ここまでよほど急いで来てくれたのだろう。
「よく言うよ。また助けてくれて、ありがとう」
「どういたしまして」
いつの間にか地面に降りてきていたウィルは、不機嫌な顔をしていた。
月を落として世界を滅ぼすはずだったのが、すんでのところでレンクスに阻まれてしまったのだ。
よほど面白くないのだろう。
「僕の邪魔をする気か。レンクス」
レンクスは、私を守るように手で制しつつ、一歩前に進み出る。
その背中は実際のものよりも、ずっと大きくて頼もしく見えた。
「この戦いは、ユウの勝ちだった。それを今さら出て来てほじくり返すのは、野暮ってもんじゃないのか」
「ふん。僕がそんなことを一々気にすると思うのか」
「いつもは裏で糸引いて、遊んでる奴の言葉とは思えないな。今回に限ってどうした。お前らしくもない」
レンクスの指摘に、ウィルが一瞬だけ顔をしかめたのを、私は見逃さなかった。
だがそれがなぜなのかは、さっぱり見当も付かない。
「別にどうもないさ。あまりにつまらなかったから、直接出向いてやっただけだ」
「へっ。そうかよ。だがその割にはお前、妙にユウにこだわっているようだな。なぜだ?」
ウィルが、私にこだわっている!? どうして。
ウィルは困惑する私を少しだけ見つめてから、また視線をレンクスに戻した。
「大した理由なんてない。ただ何となくこいつを見てると――気に入らないんだよ」
彼が鋭く目を細めると、瞳に宿る闇がさらに一段と濃くなったような気がした。
対峙しているだけで足が竦んでしまうほどの威圧感が、ますます強まって。
私を心の底から震え上がらせようとしてくる。
一方で、同じプレッシャーを受けながらも、レンクスはまったく動じているようには見えなかった。
「なるほど。よくわかった。だがな」
彼はウィルに指を突きつけて、きっぱりと宣言する。
「ユウはお前の好きにはさせない。

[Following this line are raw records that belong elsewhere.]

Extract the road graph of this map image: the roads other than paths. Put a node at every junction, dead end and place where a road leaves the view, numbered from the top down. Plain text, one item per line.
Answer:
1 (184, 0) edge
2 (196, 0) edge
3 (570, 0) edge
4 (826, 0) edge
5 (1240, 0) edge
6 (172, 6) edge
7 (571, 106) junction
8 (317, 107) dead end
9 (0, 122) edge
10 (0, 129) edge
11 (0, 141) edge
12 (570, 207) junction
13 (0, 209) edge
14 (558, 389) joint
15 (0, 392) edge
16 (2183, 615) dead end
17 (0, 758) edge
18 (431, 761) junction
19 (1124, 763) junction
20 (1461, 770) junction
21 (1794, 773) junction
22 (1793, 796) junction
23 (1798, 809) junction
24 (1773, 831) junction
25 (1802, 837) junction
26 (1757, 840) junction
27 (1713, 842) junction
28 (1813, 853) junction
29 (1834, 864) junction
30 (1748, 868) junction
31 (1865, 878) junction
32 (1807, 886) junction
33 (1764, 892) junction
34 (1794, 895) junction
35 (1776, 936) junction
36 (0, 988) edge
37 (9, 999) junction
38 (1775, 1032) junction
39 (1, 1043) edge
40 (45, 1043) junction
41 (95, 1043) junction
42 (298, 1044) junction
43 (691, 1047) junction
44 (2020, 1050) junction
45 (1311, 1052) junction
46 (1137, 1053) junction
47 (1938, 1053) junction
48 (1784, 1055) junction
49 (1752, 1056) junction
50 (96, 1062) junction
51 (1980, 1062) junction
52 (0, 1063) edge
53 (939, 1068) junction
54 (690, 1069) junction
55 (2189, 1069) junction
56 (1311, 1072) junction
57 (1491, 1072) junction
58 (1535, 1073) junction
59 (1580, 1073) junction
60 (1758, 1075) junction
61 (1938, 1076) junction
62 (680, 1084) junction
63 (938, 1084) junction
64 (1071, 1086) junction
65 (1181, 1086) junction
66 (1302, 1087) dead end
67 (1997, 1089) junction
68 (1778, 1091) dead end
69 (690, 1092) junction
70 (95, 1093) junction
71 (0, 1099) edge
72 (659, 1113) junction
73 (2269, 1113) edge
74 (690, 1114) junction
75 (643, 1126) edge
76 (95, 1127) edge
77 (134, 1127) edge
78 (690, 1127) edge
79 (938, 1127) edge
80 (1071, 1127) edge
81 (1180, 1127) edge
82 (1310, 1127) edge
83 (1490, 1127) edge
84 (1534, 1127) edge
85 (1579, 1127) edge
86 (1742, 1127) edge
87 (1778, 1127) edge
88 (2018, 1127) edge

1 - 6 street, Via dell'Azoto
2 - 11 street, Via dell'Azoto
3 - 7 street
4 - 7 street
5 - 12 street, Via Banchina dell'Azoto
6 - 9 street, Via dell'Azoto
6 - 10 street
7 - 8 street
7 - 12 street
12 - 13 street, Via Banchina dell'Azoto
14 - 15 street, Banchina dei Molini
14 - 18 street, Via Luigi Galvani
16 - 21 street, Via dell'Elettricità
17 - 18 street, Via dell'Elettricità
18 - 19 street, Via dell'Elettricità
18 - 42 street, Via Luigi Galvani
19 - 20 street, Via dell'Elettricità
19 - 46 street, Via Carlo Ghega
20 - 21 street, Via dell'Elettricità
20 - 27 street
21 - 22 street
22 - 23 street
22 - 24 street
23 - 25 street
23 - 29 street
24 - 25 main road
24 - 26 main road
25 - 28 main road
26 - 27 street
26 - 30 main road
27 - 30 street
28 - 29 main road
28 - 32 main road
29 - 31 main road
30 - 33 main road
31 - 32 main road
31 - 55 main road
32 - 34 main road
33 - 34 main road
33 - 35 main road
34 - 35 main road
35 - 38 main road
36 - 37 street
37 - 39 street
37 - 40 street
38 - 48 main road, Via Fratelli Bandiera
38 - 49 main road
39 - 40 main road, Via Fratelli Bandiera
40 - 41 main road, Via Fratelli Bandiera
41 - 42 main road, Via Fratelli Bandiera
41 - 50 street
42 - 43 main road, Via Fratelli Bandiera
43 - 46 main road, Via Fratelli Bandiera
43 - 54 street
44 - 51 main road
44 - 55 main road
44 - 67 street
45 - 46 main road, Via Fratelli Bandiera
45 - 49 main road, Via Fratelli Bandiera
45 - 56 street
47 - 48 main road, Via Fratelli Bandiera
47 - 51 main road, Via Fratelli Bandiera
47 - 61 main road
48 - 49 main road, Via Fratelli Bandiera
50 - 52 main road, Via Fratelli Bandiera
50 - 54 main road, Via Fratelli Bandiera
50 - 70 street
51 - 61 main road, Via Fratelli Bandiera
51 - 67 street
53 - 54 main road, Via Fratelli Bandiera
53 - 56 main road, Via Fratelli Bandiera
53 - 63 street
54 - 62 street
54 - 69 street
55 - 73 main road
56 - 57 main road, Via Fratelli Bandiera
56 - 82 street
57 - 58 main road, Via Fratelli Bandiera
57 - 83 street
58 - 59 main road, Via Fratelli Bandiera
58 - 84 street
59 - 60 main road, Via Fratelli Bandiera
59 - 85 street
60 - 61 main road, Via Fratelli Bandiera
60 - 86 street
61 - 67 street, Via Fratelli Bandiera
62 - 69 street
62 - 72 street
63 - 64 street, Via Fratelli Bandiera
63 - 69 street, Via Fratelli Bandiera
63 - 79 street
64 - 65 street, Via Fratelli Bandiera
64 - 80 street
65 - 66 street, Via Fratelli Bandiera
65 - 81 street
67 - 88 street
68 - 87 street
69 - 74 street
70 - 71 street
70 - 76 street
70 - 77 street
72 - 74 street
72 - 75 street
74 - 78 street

俺の大切な人だからな」
嬉しかった。本当に心強かった。
つい、じーんと来てしまう。
するとウィルは、心底愉快に大笑いし出した。
「大切な人だと? こんな奴が」
まるで虫けらを見るような蔑んだ目で、私を見下してくる。
「こんな奴じゃない。ユウだ。俺はユウを愛してる」
レンクスが真顔で言うのを聞いたとき、私は急に顔が熱くなった。
大切な人って、そういう意味かよ!
なんて、恥ずかしいことを……!
はっと横を見ると、固唾を呑んでこちらの様子を見守っていたカルラ先輩とケティ先輩が、驚いて私の方を見つめていた。
目が合うと余計に恥ずかしくなり、すぐに顔を背ける。
ウィルは可笑しくて仕方がないようだった。
こんなに毒気なく笑うこいつの姿を見たのは初めてだ。
「ははは! 愛しているだと! とんだ物好きもいたものだ!」
「こいつは俺の女だからな。手出すなよ」
「くっくっく――いいだろう。いずれ泣いて嫌がるのを無理矢理犯してやろうかと思っていたが、止めてやる」
「そいつはどうも」
さらっと身の毛もよだつ恐ろしいことが取り止めになった。
まあそこは安心したけど。
それよりも私は、たまらず前に歩み出た。
ウィルの威圧に当てられて止まっていた私の足を動かしてくれたのは、意外にも何でもないことだった。
「おい」
横からレンクスの肩を、ちょんとつつく。
「なんだ、ユウ。せっかく今カッコよく決めてるところなんだからよ」
茶化す言葉に呆れつつも、きつく突っ込まずにはいられなかった。
これだけははっきり言っておかねばならない。みんなに誤解されてはたまったものじゃない。
「いつから私は、お前の女になった!」
するとレンクスは、曇り一つないにこやかな笑顔で即答した。
「そりゃあよ。いついかなる時も、お前は俺の心の女だぜ!」
はあ……。ほんとに呆れた。
何言ってんのこいつ。本当に変わらないな、お前。
「相変わらずきもいね」
「相変わらず良い響きだ」
彼はけなされたにも関わらず、全然気にしないで、むしろ嬉しそうにしている。
忘れてた。こいつ。私のことなら罵倒でも何でも喜ぶド変態だった。
異常なまでの、私に対する執着心。
まったく。それさえなければ、もう少し気を許してあげてもいいのに。
でもレンクスというのは、不思議な人だと思う。
チート級の力を持ちながら、それを決して驕らない。
持ち前の茶目っ気のある性格でもって、場の緊迫感をふっと和らげてくれる。
どんな絶望的な状況にも、光を差し込んでくれる。
本当に頼もしくて、心強くて。
気付けば、あれほど怯えていた私の心は、すっかり上向いていて。
こんな他愛のない突っ込みができるまでになっている。
たとえウィルが相手であっても。
彼がいれば何とかなるような、そんな気がしてくる。
「ところで、もう一人のユウは元気か?」
レンクスは「私」の安否を尋ねてきた。
きっと「私」だって、心から彼に会いたいことだろう。
でも、「私」は……。
「それが……ずっと眠ったままなんだ」
「なに!? ちょっと調べさせてくれ」
そう言うとすぐに、彼は私の瞳の奥をじっと覗き込んできた。
やはりこうすれば、何かわかるのだろうか。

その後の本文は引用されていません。